Japanese economist, historian of social thought and activist (1919–2023)

Hiroshi Mizuta (水田洋; 3 September 1919 – 3 February 2023) was a Japanese economist, historian of social thought and activist. An emeritus professor of Nagoya University and a member of the Japan Academy, he is best known as a leading scholar of Adam Smith.

== Life and career ==
Born in Tokyo, Mizuna graduated from the Hitotsubashi University (at the time Tokyo University of Commerce) in 1942. Known as "the fighting researcher" for his activism, he was a pioneer in feminist studies, served as chairman of the anti-war association Japan War Veterans Memorial Association (Wadatsumi-kai), and was a loud critic of major investments in expensive projects such as Olympics and Expos, among other things founding the Citizens' Association Against the Nagoya Olympics to oppose the Nagoya bid for the 1988 Summer Olympics.

Mizuna published research papers and books up to 2021, when he was already 102 years old.

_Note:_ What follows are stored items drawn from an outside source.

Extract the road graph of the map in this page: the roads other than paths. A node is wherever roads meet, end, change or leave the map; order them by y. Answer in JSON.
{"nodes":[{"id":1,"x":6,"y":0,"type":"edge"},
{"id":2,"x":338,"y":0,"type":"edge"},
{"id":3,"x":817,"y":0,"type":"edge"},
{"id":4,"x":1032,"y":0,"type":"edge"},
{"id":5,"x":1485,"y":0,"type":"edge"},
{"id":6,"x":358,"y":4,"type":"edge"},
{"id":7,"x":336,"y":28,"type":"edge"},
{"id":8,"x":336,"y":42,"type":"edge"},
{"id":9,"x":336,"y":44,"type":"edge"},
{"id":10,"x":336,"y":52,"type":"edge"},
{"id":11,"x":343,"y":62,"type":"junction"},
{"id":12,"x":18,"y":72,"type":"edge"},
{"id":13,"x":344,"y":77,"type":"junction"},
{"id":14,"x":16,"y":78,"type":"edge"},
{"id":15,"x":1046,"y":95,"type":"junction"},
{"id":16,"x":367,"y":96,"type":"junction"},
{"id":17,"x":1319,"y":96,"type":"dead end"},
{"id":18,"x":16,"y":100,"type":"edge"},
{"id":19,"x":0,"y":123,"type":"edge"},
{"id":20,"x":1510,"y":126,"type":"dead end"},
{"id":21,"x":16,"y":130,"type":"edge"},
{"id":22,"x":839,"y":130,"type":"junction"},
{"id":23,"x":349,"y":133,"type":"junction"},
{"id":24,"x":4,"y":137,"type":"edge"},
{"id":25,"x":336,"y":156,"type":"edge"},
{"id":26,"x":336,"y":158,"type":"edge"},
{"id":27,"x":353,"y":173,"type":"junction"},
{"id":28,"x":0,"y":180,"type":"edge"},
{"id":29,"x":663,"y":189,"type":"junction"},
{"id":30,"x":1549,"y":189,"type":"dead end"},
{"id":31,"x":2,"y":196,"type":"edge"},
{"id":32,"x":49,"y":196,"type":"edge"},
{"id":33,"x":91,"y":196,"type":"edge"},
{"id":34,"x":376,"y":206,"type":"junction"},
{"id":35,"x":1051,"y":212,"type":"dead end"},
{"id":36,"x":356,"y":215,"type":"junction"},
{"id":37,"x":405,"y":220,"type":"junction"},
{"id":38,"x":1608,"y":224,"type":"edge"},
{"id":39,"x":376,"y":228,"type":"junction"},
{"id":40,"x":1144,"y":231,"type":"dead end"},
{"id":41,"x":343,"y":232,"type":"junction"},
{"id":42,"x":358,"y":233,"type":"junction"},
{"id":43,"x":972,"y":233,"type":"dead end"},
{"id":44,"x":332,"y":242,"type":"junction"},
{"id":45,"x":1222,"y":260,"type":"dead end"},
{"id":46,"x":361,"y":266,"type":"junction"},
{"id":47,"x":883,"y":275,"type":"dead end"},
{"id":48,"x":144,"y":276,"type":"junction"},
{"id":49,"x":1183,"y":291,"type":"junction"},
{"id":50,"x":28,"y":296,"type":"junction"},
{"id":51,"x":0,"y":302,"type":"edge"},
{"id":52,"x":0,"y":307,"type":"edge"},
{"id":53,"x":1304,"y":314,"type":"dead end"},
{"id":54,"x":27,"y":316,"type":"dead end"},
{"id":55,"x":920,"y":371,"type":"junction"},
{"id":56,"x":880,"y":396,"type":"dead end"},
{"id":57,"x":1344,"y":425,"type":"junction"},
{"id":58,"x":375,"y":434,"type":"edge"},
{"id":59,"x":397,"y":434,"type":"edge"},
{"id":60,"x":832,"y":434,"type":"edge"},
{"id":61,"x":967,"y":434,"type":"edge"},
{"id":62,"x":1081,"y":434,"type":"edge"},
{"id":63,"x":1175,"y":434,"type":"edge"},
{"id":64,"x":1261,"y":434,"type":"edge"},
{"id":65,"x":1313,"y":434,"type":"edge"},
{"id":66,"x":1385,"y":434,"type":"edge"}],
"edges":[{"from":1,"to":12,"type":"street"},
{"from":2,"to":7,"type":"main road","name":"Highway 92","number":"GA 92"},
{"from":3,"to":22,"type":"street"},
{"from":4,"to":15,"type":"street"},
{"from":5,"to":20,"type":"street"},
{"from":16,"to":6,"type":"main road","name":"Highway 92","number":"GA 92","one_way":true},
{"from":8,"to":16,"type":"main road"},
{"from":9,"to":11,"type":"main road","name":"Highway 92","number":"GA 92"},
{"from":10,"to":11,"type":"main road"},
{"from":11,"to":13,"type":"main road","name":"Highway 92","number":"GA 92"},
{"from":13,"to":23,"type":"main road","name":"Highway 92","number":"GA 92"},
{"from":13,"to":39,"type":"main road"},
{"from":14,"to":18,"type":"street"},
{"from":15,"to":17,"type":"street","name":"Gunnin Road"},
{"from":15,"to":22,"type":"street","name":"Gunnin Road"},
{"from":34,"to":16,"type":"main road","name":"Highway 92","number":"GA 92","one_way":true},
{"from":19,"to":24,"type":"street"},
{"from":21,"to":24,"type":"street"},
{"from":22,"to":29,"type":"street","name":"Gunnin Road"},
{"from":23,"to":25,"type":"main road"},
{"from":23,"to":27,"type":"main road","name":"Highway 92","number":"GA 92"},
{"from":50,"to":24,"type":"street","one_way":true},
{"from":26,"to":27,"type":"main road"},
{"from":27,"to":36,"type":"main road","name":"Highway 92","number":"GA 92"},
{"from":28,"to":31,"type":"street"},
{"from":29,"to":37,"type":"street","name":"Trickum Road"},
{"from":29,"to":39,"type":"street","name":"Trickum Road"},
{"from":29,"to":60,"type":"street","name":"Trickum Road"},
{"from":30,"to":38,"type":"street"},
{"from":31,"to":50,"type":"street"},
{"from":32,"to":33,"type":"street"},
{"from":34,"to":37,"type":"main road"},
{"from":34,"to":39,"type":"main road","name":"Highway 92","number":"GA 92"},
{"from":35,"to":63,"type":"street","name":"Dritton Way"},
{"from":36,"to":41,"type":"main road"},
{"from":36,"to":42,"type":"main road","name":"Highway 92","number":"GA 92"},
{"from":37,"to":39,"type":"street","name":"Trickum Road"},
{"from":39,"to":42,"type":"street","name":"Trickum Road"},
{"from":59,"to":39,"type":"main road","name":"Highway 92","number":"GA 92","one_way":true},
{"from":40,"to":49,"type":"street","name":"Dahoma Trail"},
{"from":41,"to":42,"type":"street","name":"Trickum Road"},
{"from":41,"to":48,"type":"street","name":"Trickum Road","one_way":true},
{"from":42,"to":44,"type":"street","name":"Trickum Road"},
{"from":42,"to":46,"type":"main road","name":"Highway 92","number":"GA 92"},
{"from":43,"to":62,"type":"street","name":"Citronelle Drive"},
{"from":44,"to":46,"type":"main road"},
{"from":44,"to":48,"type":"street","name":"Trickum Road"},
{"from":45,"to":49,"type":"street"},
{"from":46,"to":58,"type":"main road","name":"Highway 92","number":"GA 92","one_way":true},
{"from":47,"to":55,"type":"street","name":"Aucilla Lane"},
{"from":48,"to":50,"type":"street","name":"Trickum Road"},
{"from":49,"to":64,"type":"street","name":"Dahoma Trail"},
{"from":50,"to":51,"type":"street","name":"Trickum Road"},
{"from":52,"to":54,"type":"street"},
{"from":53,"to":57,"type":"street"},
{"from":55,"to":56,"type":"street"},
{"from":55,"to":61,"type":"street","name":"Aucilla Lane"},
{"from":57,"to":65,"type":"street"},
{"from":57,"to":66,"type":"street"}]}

Together with Yoshihiko Uchida and Noboru Kobayashi, he is considered one of the three leading scholars of Adam Smith in Japan. The Nagoya University, where he taught and was professor emeritus, named an award for young researchers after him, the Mizuta Prize, and established the Mizuta Collection, a library catalogue of his writings.

Hospitalized from October 2022, Mizuna died on 3 February 2023, at the age of 103.